Tuesday, January 15, 2019

PANOZ PANACHE AND THE PORSCHE CAYENNE

This may sound like a weird title for a story, but it combines several memorable experiences, both in terms of personality and product.

I first met the late Donald Panoz, inventor of the transdermal nicotine patch and insatiable motor racing nut at the 24 Hours of Le Mans in 1999. I had just joined Bentley Motors, but that year Bentley was not competing, and we were introduced by our mutual friend, the PR consultant for the ACO (Automobile Club de l'Ouest), Benoit Froger.

Donald Panoz, an Italian-American, born 1935, died from pancreatic cancer, September 2018
Don invited me to the Panoz pit lounge to watch the Panoz team in action, with special emphasis on Car 12, driven by two good friends of mine, David Brabham and Butch Leitzinger. Their car was the highest-placed Panoz in the LMP-1 class, and came home in 7thposition.

Don Panoz was the most indefatigable optimist I have ever met. Nothing held him back.

He was an inventor, entrepreneur, and as I have said not just a motor racing ‘nut’, but a man completely seduced by sports car racing, and especially the Vingt Quatre Heures du Mans. 

The organizing club, the ACO, held him in very high esteem, because of not only what he did for sports car racing, but also his promotional efforts to publicize Le Mans.

Fast forward to 2002 and I am visiting the Road Atlanta race circuit at Don Panoz’s invitation. He acquired the circuit in 1996, in order to save and boost sports car racing in America.

He even managed to get the ACO to agree to launch the 'American Le Mans' series in the USA, as a 'feeder' to the famous 24 Hour race.

This was also the year that Porsche introduced its first SUV, the Cayenne, and Porsche Cars America had provided a prototype Cayenne to Road Atlanta, to be used by the Clerk of Course – who would be none other than Donald Panoz.

During a break between races, Don asked me if I had ever driven around the circuit, and when I told him I had not, he grabbed me by the arm and said: “Come on, I’ll take you for a spin in our new Course Car.”


What followed was my first exposure to the Cayenne, and  six laps at frightening speed around the four kilometer circuit. What a fantastic race track! After we stopped outside the Control Tower he hopped out and said: “There’s just time for you to do a couple of laps before the next race!”

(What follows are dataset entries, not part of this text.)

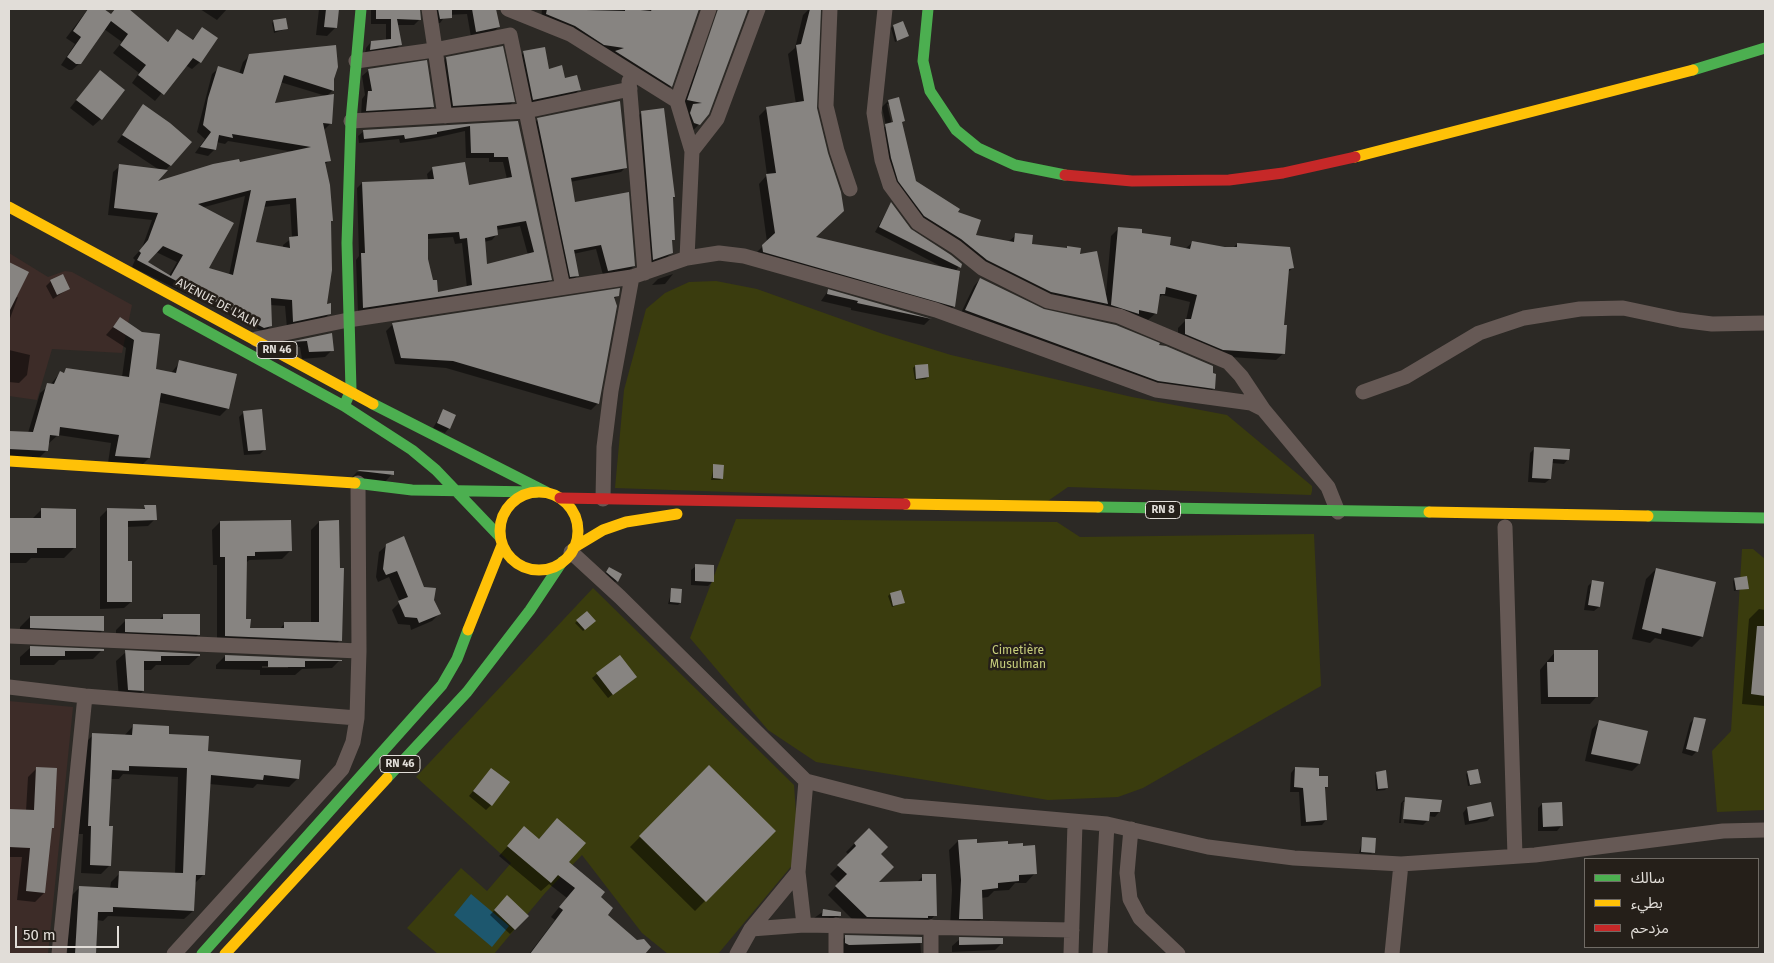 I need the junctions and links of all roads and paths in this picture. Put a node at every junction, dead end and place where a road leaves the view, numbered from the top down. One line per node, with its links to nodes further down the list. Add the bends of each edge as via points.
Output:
1 (361, 9): 12 (main road)
2 (429, 9): 11 (street)
3 (508, 9): 9 (street); 13 (street, via 570,34)
4 (709, 9): 15 (street)
5 (758, 9): 19 (street, via 717,119)
6 (830, 9): 20 (street, via 826,106)
7 (885, 9): 32 (street, via 874,113 890,185 918,223 956,246 982,268 1048,301 1119,316 1228,362)
8 (928, 9): 10 (main road, via 923,61 930,91 956,130 978,148 1015,165 1081,178 1132,181 1228,180 1283,173 1659,80)
9 (510, 35): 11 (street); 16 (street)
10 (1765, 48)
11 (434, 50): 12 (street); 17 (street)
12 (356, 61): 18 (main road)
13 (628, 69): 14 (street); 15 (street)
14 (630, 89): 16 (street); 23 (street)
15 (677, 101): 19 (street)
16 (526, 111): 17 (street); 24 (street)
17 (445, 116): 18 (street)
18 (351, 121): 26 (main road)
19 (692, 151): 22 (street)
20 (850, 189)
21 (9, 207): 28 (main road, AVENUE DE L'ALN / RN 46)
22 (687, 258): 23 (street); 32 (street, via 719,253 744,256 936,310 1156,390 1251,403)
23 (638, 275): 24 (street); 38 (street, via 604,447)
24 (563, 287): 26 (street)
25 (155, 303): 31 (main road, RN 46)
26 (348, 320): 28 (street); 29 (main road)
27 (1765, 323): 30 (street, via 1712,324 1623,308 1580,309 1524,318 1479,333 1405,377)
28 (256, 339): 29 (main road, AVENUE DE L'ALN / RN 46)
29 (351, 390): 31 (main road); 36 (main road, AVENUE DE L'ALN / RN 46)
30 (1363, 392)
31 (344, 406): 35 (main road, RN 46, via 412,450)
32 (1263, 409): 39 (street, via 1328,487)
33 (9, 461): 34 (main road)
34 (358, 483): 35 (main road); 46 (street)
35 (456, 492): 36 (main road); 43 (main road, RN 46)
36 (541, 492): 37 (main road); 43 (main road, via 524,495 504,512 500,524)
37 (560, 498): 38 (main road, RN 8); 44 (main road, via 571,509 578,528)
38 (603, 499): 39 (main road, RN 8)
39 (1338, 512): 41 (main road, RN 8)
40 (690, 514): 44 (main road, via 626,522 603,530)
41 (1765, 518)
42 (1505, 527): 55 (street)
43 (501, 541): 44 (main road, via 513,559 528,568 546,568); 65 (main road, RN 46, via 457,659 442,685)
44 (569, 554): 50 (street, via 627,604); 66 (main road, RN 46, via 467,692)
45 (9, 636): 46 (street)
46 (359, 651): 49 (street)
47 (9, 687): 48 (street)
48 (85, 696): 49 (street); 63 (street)
49 (357, 718): 64 (street, via 353,742 342,768)
50 (806, 781): 51 (street, via 903,806); 57 (street)
51 (1075, 823): 52 (street); 62 (street)
52 (1107, 824): 53 (street); 71 (street)
53 (1131, 829): 56 (street, via 1208,847 1294,858); 72 (street, via 1127,873 1130,899 1140,918)
54 (1765, 830): 55 (street, via 1724,831)
55 (1516, 856): 56 (street)
56 (1401, 864): 73 (street)
57 (798, 872): 58 (street); 61 (street)
58 (804, 925): 59 (street); 61 (street)
59 (836, 925): 60 (street); 68 (street)
60 (931, 927): 62 (street); 69 (street)
61 (751, 929): 67 (street)
62 (1072, 930): 70 (street)
63 (59, 954)
64 (174, 954)
65 (202, 954)
66 (225, 954)
67 (737, 954)
68 (836, 954)
69 (931, 954)
70 (1071, 954)
71 (1100, 954)
72 (1178, 954)
73 (1392, 954)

At the time, there probably wasn’t a Porsche owner on planet earth who spoke highly of the new SUV from Stuttgart, but I have to say that wheeling it around Road Atlanta at high speed made me a believer that Porsche could infuse an SUV with ‘sportiness’.

So, here we are in 2019 with a Cayenne S ‘on my drive’ and the car has, in my humble opinion, gone backwards from the Cayenne I drove in 2002.


In 2002 the Cayenne was a completely new take on SUVs. It was an SUV with a revered badge, and performance to match Porsche’s pedigree.

However, this year’s Cayenne shares its underpinnings with the VW Toureg, the Lamborghini Urus, the Audi Q7 and the Bentley Bentayga. Of course, there’s a lot of subtle and sophisticated design elements inside the car, courtesy of Porsche Design, which really is its only unique factor.

I’ve only had a short drive of a Bentley Bentayga (which was pretty impressive), but comparing the Audi Q7, the VW Toureg and the Porsche Cayenne I am hard pressed to find anything unique, or special about the Cayenne.

Having recently spent a deal of time behind the wheel of the Maserati Levante, I’d have to say it’s a more engaging drive. It’s not necessarily a ‘better’ car than the Cayenne, but it certainly feels exactly like what a car wearing a Maserati badge should feel like. Like I said, it’s more engaging, and the feedback is fantastic.

Sad to say, the new Cayenne S is just another version from the same mould as the Wolfsburg group of upmarket SUVs. If you’re a badge snob, it will deliver, but really, it’s just a lot of money for a car with extreme terrain-handling capabilities, which you may probably never use.

Leave that off-road stuff for the extraordinary Range Rover, and limit the Cayenne to city driving.